Era il dicembre del 2007 quando Trieste disse addio alle frontiere con la Slovenia, entrata ufficialmente in area Schengen. In un clima di festa ed euforia la città consegnava ai libri di storia un evento epocale. Con le grandi celebrazioni a Fernetti e a Rabuiese se ne andavano per sempre i controlli, la carta d’identità e la “prepustnica” da esibire al poliziotto, le code in automobile. Se ne andavano soprattutto le barriere più dure da abbattere, quelle mentali. «Un giorno cercheremo il confine e non sapremo più dov’era», commentò l’allora ministro dell’Interno Giuliano Amato nel suo intervento a Rabuiese, per decenni uno dei simboli della cortina di ferro che separava Italia e Jugoslavia, l’Europa Occidentale dall’Est. Quel giorno che il ministro auspicava non è ancora arrivato. Non a Pese, non a Rabuiese e nemmeno a Fernetti.

 

Qui – a differenza della parte slovena, dove poco ci manca a vedere fiori nelle aiuole – quel che resta dei valichi si vede eccome. E in quale stato: a quasi cinque anni di distanza sono ancora là, abbandonati. Terra di nessuno, dove regna il degrado. Un ottimo biglietto da visita per chi, da Trieste, entra nel nostro Paese. Quelle frontiere mostrano, oggi, il loro volto più desolante. Un pallido ricordo del 2007. A Rabuiese gli ex uffici di dogane e Polizia sono lasciati a se stessi, così come le palazzine delle ditte di spedizione che, dell’apertura dei confini, hanno pagato il prezzo più caro. I bordi del piazzale che separa, anzi unisce, Italia e Slovenia, è cosparso di spazzatura. Centinaia e centinaia di bottiglie e taniche di plastica, sacchi, pezzi di elettrodomestici, escrementi. E ancora batterie d’auto, copertoni, resti di cibo, vetri e calcinacci. Residui edili che qualcuno trasporta con i camion e scarica per terra.

 

La cavità di una barra di ferro lunga qualche metro è stata trasformata in una sorta di lungo cestino delle immondizie. Scenario decisamente migliore a Lazzaretto, Muggia. La zona, che si trova nelle vicinanze dei campeggi e della spiaggia, è tutto sommato dignitosa.

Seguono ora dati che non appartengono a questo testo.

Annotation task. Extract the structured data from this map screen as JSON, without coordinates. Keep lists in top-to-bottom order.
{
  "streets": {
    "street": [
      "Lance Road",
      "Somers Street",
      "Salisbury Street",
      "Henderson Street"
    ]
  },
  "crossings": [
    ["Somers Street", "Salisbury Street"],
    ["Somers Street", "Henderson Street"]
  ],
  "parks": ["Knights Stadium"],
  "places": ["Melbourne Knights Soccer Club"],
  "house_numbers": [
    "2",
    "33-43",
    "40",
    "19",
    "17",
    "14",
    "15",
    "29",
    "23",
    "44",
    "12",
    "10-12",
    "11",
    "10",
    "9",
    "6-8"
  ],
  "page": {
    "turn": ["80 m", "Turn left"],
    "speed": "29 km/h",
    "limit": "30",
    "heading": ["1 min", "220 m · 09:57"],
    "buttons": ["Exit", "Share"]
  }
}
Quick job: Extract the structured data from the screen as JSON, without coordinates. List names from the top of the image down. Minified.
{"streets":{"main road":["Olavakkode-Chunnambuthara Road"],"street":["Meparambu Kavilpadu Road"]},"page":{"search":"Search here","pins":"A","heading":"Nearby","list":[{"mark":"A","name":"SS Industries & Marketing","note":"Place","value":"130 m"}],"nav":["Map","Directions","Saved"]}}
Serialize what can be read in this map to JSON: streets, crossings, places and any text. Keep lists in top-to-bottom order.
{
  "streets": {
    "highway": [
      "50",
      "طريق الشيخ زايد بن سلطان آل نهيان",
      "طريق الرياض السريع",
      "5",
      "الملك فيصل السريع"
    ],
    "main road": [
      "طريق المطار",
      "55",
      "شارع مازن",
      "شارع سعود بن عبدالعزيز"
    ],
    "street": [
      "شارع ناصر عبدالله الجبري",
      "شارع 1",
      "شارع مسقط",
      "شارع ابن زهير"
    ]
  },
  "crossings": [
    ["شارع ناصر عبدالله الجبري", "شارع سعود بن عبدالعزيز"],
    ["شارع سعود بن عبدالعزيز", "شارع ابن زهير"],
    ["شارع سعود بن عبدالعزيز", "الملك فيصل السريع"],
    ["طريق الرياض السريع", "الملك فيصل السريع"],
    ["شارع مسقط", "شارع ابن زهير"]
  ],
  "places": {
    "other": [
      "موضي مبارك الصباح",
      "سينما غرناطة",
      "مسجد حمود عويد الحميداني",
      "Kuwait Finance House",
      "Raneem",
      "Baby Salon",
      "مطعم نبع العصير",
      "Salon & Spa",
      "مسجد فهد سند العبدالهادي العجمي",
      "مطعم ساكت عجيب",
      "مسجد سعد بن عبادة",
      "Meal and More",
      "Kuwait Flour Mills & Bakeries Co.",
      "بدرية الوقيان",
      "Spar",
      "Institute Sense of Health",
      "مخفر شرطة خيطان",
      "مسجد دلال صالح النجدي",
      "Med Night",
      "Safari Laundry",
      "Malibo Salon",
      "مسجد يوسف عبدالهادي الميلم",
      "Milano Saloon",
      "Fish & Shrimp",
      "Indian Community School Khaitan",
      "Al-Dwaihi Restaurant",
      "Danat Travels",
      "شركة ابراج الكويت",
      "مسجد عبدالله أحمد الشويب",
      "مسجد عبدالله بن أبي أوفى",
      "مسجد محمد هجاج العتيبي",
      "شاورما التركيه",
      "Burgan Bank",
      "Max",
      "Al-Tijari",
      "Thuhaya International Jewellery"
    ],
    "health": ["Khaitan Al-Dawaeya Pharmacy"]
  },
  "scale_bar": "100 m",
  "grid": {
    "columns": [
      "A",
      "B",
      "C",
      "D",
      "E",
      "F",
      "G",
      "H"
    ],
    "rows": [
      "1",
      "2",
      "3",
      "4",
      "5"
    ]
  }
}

Ma la struttura che doveva accogliere dogane e forze dell’ordine mostra chiari segni di incuria. All’interno si scorgono porte sfondate, pareti sbrecciate e cavi divelti. C’è anche la barra tricolore che la Polizia alzava e abbassava a ogni passaggio delle auto. Il peggio si trova a Pese. L’area che una volta era adibita a parcheggio per i tir è stata riasfaltata e non è più accessibile. Ma nessuno si è preoccupato di pulire anni e anni di immondizia stratificata, lasciata per terra dai camionisti.

 

Tutt’intorno, quintali di spazzatura. Anche qui il solito inventario: ruote, migliaia di bottiglie di vetro e plastica, scatolette di latta arrugginite e rimasugli di pasti. Un’autentica discarica che si estende per diverse decine di metri nel bosco circostante. Anche qui le classiche palazzine che fino a cinque anni fa ospitavano poliziotti e finanzieri. Ma c’è di più. Un edificio bianco, con la porta sfondata, è preda di vandali. L’interno è devastato. Sul pavimento c’è di tutto: in mezzo alla sporcizia documenti doganali, manuali della Polizia, vecchie copie di giornali e un calendario dell’83. I cartoni e gli stracci usati come giacigli di fortuna sono tracce evidenti che questa catapecchia è un’abituale dimora per clochard e gente di passaggio. Desolazione anche al piccolo confine di Monrupino. Stavolta è la costruzione del valico italiano, anche questa abbandonata, che si presenta meglio. Nella parte slovena invece, nel paese di Dol Pri Vogljah, il casolare che fino al ‘91 serviva da alloggio ai militari è letteralmente a pezzi. Davanti resiste ancora la garitta per il soldato di guardia e, poco più in là, gli ex uffici della Policija. Nel bosco vicino ci si imbatte in un magazzino crollato, con la copertura di amianto sparsa a terra. Siamo in Slovenia, ma poco importa: il degrado non conosce confini.